Dix-neuf (?) fusillés sommaires (et/ou explosés ?) par les Allemands au dépôt de munitions du parc du château de Baudrigues (commune de Roullens (Aude). Parmi les restes humains retrouvés, ceux de deux femmes. Treize victimes, des résistants, ont été identifiées : sept de l’Aude ; cinq transférées depuis Perpignan (Pyrénées-Orientales) à Carcassonne parmi lesquelles trois domiciliées dans les Pyrénées-Orientales, une des Hautes-Pyrénées arrêtée dans les Pyrénées-Orientales transférée depuis Perpignan à Carcassonne et une née dans l’Hérault arrêtée et détenue dans les Pyrénées-Orientales ; une de l’Hérault, une femme, juive, arrêtée à Béziers pour actes de résistance dans un mouvement (ou réseau) non connu.

Le parc du château de Baudrigues (Roullens, Aude) après les explosions du 19 août 1944
Cliché extrait du livre de Roger Lair, Claude Rivals, André Roou, op. cit., p. 114
Baudrigues, stèle érigée à la mémoire de Jean Bringer (Inscription : "Ici a été relevé le corps de Jean Bringer Myriel le 22 août 1944"
Cliché André Balent, 10 novembre 2015
Baudrigues, Monument commémorant Jean Bringer (à droite) et les victimes — liste incomplète (2015) — des victimes exécutées le 19 août 1944
Cliché André Balent, 10 novembre 2015
Baudrigues, stèle aux exécutés du 19 août 1944 (tous les noms ne figurent pas sur le monument)
Inscription sur la stèle : "Ici ont été relevés les corps de 19 martyrs de la barbarie nazie août 1944"
Noms (1e colonne) : Bertrand Gilbert René Eugène, Bronson Joseph Jacques, Juste Léon, André Gros, Suzanne Last (dernier nom inscrit)
Noms (2e colonne) : Hiot Jean Antoine, Roquefort Pierre Joseph, Sévajols Maurice
Photographie : André Balent, 10 novembre 2015
"Baudrigues", orthographe utilisée dans les documents de 1944 où l’on parle volontiers de "campagne de Baudrigues". Depuis, l’orthographe "Baudrigue" s’est imposée.
Évoquant le massacre de Baudrigues, Lucien Maury, historien de la résistance audoise, signale qu’il eut lieu le 19 août 1944 (et non le 18 comme l’indiquent d’autres sources, y compris des actes d’état civil de fusillés comme celui de Simon Batlle, FTPF des Pyrénées-Orientales). D’ailleurs, c’est le 19 août que l’on commémore chaque année le souvenir des victimes du massacre de Baudrigues.
Le 19 août 1944, les Allemands, avant d’évacuer Carcassonne, procédèrent à quelques sabotages et destructions dans divers points de l’agglomération. Selon les premières interprétations répandues après la Libération, les Allemands auraient eu le projet d’exécuter vingt otages, à savoir des détenus de la prison de Carcassonne, en représailles aux actions de la Résistance.
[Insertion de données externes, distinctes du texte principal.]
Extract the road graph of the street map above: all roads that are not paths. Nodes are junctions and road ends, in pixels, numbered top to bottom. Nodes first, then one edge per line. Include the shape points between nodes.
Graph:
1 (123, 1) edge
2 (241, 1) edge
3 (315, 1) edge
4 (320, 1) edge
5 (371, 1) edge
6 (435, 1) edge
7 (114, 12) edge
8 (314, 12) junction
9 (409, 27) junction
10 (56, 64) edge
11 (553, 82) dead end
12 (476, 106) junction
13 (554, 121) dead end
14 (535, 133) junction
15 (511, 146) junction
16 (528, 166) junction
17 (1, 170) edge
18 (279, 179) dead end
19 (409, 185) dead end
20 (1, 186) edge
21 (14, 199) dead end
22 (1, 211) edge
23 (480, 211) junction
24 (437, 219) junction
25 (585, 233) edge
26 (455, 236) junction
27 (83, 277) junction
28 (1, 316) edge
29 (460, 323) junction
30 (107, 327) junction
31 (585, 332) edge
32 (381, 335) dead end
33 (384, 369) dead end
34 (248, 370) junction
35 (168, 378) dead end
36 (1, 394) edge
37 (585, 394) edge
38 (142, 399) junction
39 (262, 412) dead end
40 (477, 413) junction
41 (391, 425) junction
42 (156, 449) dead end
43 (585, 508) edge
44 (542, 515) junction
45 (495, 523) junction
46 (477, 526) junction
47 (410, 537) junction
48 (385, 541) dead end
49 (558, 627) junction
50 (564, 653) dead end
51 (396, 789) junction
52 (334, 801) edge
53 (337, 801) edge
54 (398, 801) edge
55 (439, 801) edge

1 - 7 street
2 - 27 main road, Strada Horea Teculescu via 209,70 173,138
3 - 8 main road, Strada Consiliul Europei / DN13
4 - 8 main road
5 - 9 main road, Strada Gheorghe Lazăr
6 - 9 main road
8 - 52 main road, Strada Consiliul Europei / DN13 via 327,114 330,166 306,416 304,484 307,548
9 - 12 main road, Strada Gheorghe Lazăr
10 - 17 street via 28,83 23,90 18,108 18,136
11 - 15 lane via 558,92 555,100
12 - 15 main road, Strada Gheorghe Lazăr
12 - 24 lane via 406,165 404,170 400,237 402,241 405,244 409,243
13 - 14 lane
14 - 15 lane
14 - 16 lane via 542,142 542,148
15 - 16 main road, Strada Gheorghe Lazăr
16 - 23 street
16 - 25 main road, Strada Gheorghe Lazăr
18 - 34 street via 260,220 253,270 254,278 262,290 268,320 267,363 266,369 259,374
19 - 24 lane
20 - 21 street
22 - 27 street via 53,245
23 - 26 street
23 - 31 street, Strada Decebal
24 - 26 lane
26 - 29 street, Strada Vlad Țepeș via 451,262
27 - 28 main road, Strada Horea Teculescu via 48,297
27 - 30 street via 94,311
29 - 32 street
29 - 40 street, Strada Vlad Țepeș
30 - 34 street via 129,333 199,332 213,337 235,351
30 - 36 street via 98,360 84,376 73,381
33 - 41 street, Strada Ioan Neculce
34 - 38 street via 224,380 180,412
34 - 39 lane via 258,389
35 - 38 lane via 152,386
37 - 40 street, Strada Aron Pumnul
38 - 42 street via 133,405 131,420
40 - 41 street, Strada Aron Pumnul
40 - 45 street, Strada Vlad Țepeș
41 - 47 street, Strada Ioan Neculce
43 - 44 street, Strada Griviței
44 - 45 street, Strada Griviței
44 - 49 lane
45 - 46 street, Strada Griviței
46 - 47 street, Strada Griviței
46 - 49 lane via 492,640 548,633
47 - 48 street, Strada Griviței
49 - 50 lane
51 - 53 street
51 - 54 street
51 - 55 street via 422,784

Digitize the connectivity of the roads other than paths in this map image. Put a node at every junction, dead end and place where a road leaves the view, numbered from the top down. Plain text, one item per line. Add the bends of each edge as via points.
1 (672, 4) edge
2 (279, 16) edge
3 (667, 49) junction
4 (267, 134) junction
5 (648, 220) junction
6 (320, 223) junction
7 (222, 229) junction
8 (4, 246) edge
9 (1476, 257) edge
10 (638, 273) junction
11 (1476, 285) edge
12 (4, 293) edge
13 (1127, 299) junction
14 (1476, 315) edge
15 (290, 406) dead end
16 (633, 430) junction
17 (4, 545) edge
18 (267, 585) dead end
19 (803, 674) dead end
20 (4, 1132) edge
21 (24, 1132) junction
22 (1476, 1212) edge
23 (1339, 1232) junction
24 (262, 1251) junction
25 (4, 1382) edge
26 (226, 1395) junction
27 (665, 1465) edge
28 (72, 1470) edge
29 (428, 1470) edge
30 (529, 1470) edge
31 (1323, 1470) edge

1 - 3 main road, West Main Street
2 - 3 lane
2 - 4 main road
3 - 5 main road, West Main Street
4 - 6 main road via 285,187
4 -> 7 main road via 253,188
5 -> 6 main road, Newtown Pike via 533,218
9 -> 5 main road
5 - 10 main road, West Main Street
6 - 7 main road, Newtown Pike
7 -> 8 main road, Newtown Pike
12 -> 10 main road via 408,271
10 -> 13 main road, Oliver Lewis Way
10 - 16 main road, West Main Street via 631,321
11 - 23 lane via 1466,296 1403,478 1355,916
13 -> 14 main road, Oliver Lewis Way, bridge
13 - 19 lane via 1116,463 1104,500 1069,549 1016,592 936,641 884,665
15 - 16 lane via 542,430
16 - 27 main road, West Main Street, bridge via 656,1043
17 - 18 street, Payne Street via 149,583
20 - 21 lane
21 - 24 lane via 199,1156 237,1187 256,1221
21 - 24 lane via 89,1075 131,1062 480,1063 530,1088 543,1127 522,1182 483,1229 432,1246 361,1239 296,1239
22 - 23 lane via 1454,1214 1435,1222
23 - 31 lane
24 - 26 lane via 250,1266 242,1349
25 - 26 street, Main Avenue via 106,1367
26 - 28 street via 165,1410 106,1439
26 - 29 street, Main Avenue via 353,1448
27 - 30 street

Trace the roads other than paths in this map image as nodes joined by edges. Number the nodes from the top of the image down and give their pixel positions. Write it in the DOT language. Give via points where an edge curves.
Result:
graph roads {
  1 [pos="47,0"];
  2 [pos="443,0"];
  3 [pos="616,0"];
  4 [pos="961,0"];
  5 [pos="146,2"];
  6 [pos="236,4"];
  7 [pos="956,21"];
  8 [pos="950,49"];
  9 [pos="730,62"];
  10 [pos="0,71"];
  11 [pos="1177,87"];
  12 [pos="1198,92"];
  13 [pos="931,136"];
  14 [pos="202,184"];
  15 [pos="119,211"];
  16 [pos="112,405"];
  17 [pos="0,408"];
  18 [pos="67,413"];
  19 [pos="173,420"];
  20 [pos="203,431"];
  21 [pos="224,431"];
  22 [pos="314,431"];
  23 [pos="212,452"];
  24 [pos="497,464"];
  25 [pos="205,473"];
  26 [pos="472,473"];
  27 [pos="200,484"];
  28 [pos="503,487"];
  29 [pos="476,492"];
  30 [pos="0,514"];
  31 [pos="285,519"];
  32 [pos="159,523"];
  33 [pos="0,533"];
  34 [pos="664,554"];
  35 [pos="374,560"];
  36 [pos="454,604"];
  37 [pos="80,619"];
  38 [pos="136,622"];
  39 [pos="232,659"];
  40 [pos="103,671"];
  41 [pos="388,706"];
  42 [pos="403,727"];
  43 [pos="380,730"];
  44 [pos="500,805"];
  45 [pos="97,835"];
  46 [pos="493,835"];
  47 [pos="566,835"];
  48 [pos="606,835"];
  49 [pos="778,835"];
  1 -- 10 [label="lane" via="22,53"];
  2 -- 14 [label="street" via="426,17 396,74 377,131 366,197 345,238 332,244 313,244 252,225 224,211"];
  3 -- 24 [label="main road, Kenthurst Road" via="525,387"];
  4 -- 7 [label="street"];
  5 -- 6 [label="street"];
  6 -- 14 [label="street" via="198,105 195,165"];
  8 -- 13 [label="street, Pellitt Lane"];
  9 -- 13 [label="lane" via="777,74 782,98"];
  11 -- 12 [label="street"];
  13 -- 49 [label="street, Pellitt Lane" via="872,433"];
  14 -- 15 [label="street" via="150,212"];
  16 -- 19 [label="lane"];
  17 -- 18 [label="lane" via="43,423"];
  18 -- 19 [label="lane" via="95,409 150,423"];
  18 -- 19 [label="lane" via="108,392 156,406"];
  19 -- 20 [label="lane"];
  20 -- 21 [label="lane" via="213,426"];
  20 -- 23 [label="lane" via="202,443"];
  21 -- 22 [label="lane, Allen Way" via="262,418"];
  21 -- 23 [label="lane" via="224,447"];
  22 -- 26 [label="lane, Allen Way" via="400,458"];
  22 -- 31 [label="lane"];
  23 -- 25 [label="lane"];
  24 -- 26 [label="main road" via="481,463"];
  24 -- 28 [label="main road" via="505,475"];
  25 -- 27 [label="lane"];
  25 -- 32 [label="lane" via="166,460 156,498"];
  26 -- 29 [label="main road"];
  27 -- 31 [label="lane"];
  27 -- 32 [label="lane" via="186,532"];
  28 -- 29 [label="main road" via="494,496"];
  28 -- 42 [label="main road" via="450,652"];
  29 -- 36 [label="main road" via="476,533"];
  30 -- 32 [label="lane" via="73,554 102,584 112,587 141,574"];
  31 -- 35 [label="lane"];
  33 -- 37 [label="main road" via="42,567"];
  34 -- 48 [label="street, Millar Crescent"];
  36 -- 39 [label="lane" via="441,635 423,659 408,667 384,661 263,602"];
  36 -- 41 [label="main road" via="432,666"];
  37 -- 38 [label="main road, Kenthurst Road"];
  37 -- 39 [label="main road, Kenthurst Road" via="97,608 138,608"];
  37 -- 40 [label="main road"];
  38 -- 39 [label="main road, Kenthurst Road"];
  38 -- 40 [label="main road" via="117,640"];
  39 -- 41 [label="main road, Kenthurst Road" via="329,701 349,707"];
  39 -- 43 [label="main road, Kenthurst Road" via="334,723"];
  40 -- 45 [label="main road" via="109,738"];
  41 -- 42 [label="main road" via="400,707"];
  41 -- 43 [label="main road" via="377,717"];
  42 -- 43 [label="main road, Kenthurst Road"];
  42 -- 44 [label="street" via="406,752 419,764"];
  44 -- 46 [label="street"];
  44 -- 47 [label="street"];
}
Mais dans son article publié en 2015 (op. cit., p. 147), Jean-Louis Bonnet a révélé que dans une "note de l’autorité allemande [dictée à la dactylo par Eckffelner, chef de la SIPO-SD de Carcassonne il était stipulé que], les détenus susceptibles d’être déportés dans des camps de concentration de troisième degré, c’est à dire les plus rigoureux, et qui n’auraient pu être envoyés à Compiègne, doivent être exécutés sur place". Pour sa part, lors d’un interrogatoire pendant son procès en 1945 (archives consultées par Jean-Louis H. Bonnet) René Bach, agent de la SIPO-SD de Carcassonne impliqué dans la traque des résistants du département déclara : "Quant à ceux qui ont été exécutés, je ne puis vous dire pour quelles raisons ils l’ont été, ils ont dû être considérés comme susceptibles d’être envoyés dans un camp de troisième catégorie, ou comme dangereux pour la sécurité allemande en cas de libération. Peut-être même que le colonel de Montpellier avait déjà classé les détenus dans les diverses catégories de camps en vue d’un envoi hors Carcassonne. J’ignore si le colonel du S.D. de Montpellier avait procédé à cette classification. C’est lui qui désignait les catégories des camps sur proposition du chef de la Police allemande de Carcassonne."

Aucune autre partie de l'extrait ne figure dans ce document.